ENTRIES PROVIDED:

[Start of section]

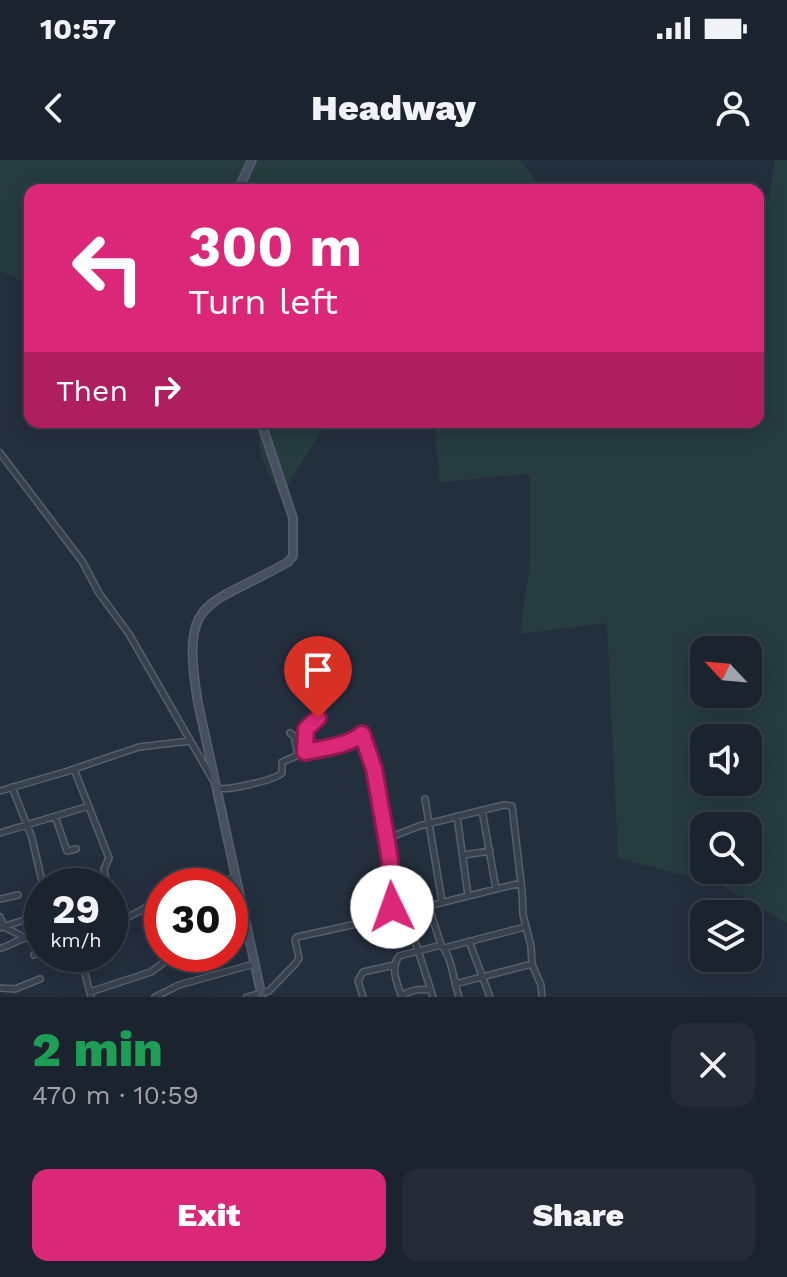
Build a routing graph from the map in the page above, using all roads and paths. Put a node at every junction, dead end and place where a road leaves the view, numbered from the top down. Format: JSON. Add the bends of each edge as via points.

[End of section]
[Start of section]

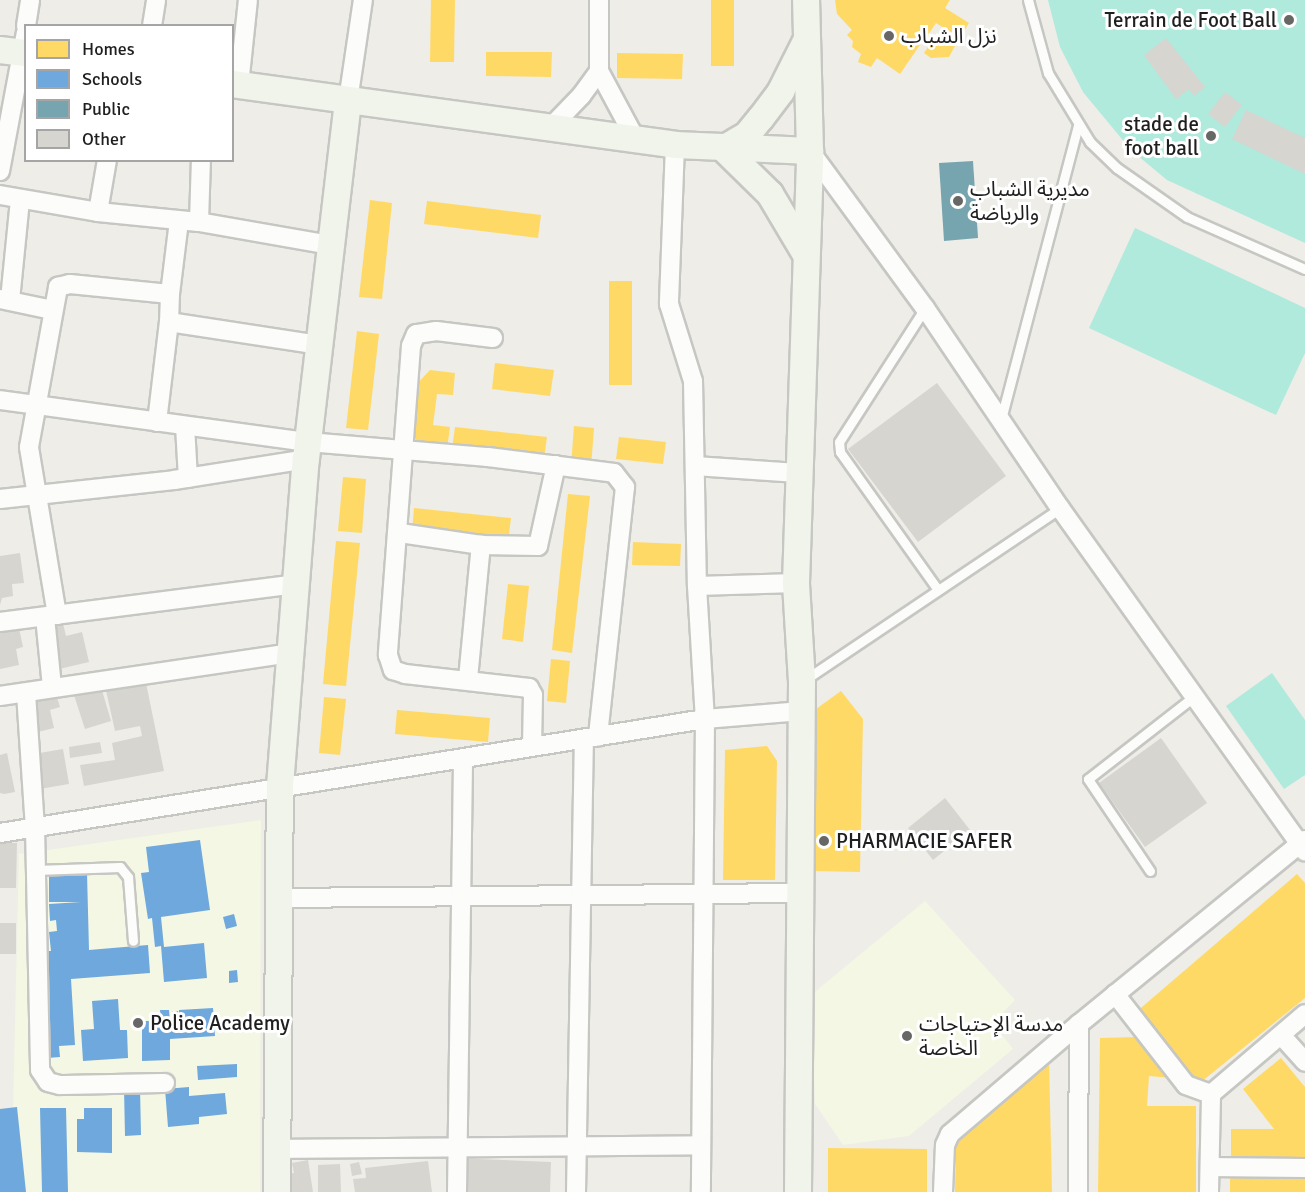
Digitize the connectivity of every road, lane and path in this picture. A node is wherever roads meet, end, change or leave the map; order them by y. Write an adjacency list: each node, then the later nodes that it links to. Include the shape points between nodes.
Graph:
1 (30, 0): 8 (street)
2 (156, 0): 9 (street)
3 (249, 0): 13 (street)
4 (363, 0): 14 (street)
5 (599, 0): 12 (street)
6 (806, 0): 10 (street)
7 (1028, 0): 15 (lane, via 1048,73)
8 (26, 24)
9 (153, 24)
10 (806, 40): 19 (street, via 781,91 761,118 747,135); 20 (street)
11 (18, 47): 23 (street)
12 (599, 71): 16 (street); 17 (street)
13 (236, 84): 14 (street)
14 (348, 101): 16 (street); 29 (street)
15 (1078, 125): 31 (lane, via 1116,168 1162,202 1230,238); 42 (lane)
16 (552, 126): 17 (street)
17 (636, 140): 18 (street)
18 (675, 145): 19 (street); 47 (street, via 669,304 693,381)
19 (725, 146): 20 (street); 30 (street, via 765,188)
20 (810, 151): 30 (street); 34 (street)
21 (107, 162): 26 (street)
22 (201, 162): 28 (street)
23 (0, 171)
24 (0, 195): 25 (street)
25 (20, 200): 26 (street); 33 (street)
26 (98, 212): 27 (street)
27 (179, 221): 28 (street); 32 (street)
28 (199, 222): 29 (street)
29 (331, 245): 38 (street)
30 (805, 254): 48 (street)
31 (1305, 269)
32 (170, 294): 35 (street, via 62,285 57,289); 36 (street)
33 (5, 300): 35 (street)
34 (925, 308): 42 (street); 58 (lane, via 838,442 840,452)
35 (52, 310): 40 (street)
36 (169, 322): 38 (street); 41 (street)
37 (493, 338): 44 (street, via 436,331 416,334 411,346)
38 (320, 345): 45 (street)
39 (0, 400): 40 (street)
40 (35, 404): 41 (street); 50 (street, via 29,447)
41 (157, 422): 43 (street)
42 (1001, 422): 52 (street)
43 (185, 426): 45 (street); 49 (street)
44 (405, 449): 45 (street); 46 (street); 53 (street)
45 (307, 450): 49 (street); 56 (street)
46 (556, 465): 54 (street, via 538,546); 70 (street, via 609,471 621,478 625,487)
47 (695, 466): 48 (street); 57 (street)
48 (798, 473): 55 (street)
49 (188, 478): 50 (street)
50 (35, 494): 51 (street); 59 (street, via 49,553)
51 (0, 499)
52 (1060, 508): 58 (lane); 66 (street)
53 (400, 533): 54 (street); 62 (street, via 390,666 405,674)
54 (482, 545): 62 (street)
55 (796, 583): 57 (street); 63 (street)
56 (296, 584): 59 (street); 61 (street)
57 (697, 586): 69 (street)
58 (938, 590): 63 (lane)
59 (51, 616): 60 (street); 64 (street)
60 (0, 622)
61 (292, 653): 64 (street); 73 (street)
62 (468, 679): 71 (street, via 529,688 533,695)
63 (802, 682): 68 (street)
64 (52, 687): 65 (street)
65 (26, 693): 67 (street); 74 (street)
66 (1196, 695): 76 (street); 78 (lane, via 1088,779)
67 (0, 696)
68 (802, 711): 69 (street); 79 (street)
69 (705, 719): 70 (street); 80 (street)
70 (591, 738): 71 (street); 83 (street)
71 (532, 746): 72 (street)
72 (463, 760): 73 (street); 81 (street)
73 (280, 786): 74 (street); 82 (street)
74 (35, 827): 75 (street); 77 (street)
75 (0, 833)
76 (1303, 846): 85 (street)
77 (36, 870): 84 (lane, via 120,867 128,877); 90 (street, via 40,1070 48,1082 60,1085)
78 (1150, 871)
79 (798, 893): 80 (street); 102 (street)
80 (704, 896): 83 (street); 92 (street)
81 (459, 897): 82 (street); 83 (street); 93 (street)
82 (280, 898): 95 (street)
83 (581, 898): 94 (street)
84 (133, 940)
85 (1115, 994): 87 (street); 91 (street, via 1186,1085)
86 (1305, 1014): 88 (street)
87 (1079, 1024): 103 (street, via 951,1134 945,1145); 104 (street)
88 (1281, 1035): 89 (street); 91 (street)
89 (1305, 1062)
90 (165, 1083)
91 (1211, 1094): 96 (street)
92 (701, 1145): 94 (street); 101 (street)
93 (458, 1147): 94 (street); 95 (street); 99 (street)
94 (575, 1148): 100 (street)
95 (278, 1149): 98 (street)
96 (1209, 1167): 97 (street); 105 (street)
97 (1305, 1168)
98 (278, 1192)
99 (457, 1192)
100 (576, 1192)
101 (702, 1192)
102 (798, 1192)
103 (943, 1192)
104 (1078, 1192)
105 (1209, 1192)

[End of section]
[Start of section]

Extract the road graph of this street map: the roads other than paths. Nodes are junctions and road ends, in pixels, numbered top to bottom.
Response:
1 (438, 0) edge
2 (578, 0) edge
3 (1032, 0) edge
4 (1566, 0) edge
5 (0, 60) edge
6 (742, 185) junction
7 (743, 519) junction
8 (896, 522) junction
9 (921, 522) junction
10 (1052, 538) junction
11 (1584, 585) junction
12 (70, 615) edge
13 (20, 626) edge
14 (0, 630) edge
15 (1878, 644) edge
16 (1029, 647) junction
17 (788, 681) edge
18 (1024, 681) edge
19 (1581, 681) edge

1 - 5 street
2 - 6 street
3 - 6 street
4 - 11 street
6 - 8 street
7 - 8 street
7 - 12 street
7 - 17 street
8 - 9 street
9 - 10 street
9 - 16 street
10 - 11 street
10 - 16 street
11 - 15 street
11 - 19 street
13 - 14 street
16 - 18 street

[End of section]

Count the lines of the entries that hold the string "this", then state that number and nothing more.

2